La cuestión clave aquí es determinar hasta qué punto estas compañías pueden resultar rentables cumpliendo con una normativa tan exigente. Una empresa farmacéutica tarda entre diez y quince años en sacar un nuevo fármaco al mercado y, frente a los enormes gastos que esto supone, hay una tendencia cada vez mayor a subcontratar estos servicios en países emergentes.

La planta de Ahmedabad ha convertido los ensayos clínicos en una auténtica especialidad local y la extrema pobreza empuja a gran parte de la población a participar en unos ensayos clínicos sin saber muy bien qué sustancias están probando, con efectos secundarios rápidamente puestos en evidencia.

Una contribución al bien general. Esta perspectiva económica y de necesidad difiere de las motivaciones que empujan a miles de profesionales de la salud y a los voluntarios a participar en este tipo de pruebas. «Participar en estos tests es una prueba de gran generosidad, porque estos pacientes quizás reciban placebo y no se beneficien del medicamento, pero sí van a permitir que otros pacientes lo hagan años después», recuerda a este respecto Rosa Antonijoan.

Para los voluntarios que participan en las fases 2 y 3, en efecto, las posibilidades de beneficiarse directamente del tratamiento al que están sometidos son remotas. En el caso de Franciscu Carrasco, las durísimas sesiones de quimioterapia a las que se somete son su contribución a un sistema que le ha permitido sobrevivir a una enfermedad que, hasta hace bien poco, tenía unas consecuencias devastadoras sobre el organismo.

«Más que curarme del todo mi motivación para seguir en esta investigación es contribuir, como otros tantos también han contribuido. Estoy tomando unas pastillas que cuestan unos mil euros al mes y eso me hace sentir responsable», explica. Una postura diametralmente opuesta a la de Marta C. «Yo lo hacía solo por el dinero y en cuanto vi que me hacía sentir mal, aunque fuera a nivel sicológico, lo dejé», manifiesta esta fotógrafa.
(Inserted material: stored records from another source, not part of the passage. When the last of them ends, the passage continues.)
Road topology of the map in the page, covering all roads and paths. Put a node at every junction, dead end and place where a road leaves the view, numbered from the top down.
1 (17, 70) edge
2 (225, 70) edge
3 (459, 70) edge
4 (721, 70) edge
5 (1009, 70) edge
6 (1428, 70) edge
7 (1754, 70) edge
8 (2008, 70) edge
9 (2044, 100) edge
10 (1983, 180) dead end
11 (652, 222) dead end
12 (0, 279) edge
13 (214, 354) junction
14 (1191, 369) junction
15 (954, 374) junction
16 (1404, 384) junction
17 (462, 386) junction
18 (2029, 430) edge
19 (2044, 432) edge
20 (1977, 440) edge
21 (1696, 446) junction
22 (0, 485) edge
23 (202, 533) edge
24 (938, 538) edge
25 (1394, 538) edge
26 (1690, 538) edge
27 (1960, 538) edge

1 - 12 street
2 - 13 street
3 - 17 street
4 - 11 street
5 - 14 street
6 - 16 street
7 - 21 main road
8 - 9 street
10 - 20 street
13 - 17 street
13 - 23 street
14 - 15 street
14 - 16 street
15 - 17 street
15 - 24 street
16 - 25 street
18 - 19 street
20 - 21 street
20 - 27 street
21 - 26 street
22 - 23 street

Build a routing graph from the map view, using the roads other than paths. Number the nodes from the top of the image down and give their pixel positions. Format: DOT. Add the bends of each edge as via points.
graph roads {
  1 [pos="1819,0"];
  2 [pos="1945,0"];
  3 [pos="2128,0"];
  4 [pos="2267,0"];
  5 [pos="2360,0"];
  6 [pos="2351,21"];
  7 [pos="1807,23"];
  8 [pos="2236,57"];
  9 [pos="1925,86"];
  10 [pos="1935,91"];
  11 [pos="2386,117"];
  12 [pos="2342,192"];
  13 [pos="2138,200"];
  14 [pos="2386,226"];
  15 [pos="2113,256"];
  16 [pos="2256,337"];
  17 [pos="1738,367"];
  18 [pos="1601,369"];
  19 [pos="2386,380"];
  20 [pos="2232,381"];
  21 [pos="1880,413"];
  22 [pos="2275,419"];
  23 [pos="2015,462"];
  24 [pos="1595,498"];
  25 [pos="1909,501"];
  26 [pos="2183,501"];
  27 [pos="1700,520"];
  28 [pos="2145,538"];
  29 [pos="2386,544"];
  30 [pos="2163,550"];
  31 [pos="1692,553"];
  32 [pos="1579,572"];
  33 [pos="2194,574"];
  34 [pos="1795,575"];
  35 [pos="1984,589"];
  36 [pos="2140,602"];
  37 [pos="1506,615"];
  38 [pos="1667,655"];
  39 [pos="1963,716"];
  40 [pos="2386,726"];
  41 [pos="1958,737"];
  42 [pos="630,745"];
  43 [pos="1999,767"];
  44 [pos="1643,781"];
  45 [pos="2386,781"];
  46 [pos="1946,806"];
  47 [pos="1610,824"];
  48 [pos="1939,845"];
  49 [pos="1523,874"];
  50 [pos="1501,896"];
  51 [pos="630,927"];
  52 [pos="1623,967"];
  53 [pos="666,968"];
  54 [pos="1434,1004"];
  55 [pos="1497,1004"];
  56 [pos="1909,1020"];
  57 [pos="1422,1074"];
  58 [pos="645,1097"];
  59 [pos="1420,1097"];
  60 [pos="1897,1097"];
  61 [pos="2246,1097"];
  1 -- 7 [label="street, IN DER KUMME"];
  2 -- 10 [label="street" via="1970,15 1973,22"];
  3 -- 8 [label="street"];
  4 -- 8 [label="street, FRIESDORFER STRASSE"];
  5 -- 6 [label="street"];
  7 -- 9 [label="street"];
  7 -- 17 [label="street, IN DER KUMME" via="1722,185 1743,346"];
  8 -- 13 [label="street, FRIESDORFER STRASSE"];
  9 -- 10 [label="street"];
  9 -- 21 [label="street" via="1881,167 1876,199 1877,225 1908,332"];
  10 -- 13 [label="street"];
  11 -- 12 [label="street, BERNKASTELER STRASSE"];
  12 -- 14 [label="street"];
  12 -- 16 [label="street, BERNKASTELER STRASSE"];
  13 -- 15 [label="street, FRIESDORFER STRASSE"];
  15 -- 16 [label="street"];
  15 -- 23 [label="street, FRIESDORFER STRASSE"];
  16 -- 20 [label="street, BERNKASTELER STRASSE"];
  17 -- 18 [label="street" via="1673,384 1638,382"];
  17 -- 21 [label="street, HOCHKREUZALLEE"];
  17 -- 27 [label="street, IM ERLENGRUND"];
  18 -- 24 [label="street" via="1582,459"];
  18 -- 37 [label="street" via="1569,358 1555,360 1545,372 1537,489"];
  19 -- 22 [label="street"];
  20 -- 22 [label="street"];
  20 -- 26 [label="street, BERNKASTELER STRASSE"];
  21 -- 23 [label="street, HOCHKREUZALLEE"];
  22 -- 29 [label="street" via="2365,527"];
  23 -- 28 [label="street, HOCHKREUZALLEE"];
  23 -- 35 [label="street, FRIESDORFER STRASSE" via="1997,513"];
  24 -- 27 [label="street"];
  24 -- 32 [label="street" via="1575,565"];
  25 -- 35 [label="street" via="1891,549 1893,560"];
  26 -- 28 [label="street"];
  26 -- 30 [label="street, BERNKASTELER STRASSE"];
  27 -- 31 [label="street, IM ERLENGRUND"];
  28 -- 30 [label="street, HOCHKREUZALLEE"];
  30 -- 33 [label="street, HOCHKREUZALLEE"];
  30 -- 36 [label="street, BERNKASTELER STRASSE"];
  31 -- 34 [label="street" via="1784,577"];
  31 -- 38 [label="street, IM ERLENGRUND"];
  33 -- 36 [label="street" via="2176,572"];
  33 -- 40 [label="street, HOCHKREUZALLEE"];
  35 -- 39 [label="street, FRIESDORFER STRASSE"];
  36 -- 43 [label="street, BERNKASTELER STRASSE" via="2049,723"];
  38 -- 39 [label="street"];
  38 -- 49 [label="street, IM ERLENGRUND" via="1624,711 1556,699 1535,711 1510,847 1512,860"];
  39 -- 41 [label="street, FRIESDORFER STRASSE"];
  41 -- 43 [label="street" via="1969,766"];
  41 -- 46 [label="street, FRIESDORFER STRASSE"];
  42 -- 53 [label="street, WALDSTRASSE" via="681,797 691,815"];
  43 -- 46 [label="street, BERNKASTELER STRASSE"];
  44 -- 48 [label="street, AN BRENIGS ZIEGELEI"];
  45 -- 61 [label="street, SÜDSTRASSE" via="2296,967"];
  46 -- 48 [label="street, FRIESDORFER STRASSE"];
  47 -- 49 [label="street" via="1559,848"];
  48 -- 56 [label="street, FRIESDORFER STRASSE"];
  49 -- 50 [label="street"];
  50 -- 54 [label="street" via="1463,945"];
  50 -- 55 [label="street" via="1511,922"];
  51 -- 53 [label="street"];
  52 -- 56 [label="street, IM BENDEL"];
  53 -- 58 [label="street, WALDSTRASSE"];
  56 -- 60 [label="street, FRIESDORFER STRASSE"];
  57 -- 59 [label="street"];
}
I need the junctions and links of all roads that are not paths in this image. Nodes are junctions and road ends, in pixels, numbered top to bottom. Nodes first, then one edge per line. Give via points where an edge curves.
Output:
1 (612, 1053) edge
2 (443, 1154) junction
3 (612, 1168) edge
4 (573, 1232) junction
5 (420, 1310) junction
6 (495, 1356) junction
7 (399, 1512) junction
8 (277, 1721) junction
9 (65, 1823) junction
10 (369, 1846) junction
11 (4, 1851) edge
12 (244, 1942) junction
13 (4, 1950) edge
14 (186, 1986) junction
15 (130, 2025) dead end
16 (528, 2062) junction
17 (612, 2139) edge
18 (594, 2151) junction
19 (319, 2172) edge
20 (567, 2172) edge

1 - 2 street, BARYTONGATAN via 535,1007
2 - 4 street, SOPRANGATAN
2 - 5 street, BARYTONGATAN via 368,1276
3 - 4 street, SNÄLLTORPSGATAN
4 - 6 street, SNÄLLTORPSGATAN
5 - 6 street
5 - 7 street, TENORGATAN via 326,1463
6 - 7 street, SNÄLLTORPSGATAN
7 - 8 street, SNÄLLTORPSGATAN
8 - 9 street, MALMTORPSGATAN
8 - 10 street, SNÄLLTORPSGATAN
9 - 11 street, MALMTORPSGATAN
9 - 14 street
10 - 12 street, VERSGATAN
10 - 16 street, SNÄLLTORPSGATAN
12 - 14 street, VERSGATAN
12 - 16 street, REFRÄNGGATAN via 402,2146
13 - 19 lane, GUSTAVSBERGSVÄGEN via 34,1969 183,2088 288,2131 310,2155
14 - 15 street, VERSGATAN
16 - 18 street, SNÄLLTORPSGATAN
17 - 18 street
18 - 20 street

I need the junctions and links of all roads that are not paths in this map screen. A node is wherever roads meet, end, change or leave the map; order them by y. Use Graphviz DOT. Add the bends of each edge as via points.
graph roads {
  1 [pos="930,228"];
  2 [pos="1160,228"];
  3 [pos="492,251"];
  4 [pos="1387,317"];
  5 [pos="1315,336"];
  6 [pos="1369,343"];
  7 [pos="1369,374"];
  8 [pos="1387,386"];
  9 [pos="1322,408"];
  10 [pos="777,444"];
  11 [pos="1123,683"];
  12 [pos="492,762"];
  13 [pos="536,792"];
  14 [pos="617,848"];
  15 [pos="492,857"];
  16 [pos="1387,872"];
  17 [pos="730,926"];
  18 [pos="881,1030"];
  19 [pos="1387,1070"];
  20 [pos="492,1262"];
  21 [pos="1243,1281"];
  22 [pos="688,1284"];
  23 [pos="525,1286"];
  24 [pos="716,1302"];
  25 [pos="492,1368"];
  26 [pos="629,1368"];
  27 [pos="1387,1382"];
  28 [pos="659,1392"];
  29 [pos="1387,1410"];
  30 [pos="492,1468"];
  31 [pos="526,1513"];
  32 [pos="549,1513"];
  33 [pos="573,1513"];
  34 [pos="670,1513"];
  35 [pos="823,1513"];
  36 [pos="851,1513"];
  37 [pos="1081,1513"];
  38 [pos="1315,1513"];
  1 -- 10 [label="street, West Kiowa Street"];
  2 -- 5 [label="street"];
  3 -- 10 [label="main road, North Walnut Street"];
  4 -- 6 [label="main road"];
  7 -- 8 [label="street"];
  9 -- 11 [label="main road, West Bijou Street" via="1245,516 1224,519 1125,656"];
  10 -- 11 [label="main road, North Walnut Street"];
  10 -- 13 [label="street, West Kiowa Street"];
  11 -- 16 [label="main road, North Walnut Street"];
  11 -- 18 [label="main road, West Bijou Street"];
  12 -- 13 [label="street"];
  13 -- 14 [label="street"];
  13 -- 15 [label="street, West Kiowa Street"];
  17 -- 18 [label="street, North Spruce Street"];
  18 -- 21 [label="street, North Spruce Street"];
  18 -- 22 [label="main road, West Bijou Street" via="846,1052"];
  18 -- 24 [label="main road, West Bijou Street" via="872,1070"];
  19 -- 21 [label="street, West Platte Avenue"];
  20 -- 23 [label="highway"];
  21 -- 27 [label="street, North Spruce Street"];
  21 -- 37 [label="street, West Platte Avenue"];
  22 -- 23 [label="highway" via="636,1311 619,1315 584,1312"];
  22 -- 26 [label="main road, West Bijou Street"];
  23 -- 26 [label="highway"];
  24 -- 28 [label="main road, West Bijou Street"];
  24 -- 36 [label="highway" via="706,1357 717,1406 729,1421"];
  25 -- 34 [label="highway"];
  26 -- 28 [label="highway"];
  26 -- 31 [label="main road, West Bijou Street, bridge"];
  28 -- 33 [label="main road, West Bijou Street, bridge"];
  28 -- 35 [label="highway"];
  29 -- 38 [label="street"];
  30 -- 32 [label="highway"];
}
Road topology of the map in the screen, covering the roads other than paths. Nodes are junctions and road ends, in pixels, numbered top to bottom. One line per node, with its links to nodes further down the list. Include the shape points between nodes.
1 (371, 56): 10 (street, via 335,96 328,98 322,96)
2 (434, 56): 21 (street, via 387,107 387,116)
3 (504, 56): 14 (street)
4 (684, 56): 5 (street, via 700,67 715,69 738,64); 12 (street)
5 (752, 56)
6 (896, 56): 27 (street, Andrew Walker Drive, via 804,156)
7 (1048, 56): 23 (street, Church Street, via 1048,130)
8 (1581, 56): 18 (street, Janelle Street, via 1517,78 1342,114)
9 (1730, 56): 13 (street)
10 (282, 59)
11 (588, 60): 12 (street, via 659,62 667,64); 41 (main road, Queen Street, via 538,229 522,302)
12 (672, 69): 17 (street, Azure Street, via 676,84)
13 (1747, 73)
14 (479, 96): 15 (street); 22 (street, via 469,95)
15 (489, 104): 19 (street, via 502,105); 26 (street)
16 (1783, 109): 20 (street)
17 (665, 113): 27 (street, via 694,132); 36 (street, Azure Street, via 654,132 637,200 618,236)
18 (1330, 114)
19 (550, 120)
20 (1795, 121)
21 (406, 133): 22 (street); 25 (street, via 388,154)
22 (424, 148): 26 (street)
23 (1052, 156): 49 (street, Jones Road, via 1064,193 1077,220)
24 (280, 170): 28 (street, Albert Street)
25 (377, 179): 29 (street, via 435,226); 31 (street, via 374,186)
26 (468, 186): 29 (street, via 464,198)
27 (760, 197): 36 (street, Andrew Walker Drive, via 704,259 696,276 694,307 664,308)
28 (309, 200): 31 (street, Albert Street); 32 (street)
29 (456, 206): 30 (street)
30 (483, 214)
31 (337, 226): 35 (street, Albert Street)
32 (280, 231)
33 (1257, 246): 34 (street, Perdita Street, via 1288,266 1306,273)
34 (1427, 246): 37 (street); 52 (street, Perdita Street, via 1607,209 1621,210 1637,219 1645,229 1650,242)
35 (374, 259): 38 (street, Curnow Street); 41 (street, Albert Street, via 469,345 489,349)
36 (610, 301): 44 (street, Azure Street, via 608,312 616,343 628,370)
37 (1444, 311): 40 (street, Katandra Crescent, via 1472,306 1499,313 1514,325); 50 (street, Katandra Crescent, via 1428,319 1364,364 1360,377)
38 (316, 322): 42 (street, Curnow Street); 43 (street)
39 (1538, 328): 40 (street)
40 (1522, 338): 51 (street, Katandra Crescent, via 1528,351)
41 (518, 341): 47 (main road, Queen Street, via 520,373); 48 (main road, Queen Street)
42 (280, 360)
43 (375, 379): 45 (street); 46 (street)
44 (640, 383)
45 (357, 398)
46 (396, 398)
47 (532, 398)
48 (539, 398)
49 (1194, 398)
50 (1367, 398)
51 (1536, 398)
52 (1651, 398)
La postura de Franciscu Carrasco es diametralmente opuesta. «Considero que tenemos cierta responsabilidad en este mundo. ¿Cuánta gente está muriendo todavía hoy en día en África por el VIH? ¿Y cuánta gente murió en España en los años 80? Esa gente tomó una mierda de medicación que les destrozó, y gracias a todos los esfuerzos que se hicieron por salvarlos, yo ahora desde el primer día he podido tomar una medicación sin ningún efecto secundario. Esto lo tengo que pagar de alguna manera», sentencia el productor de televisión.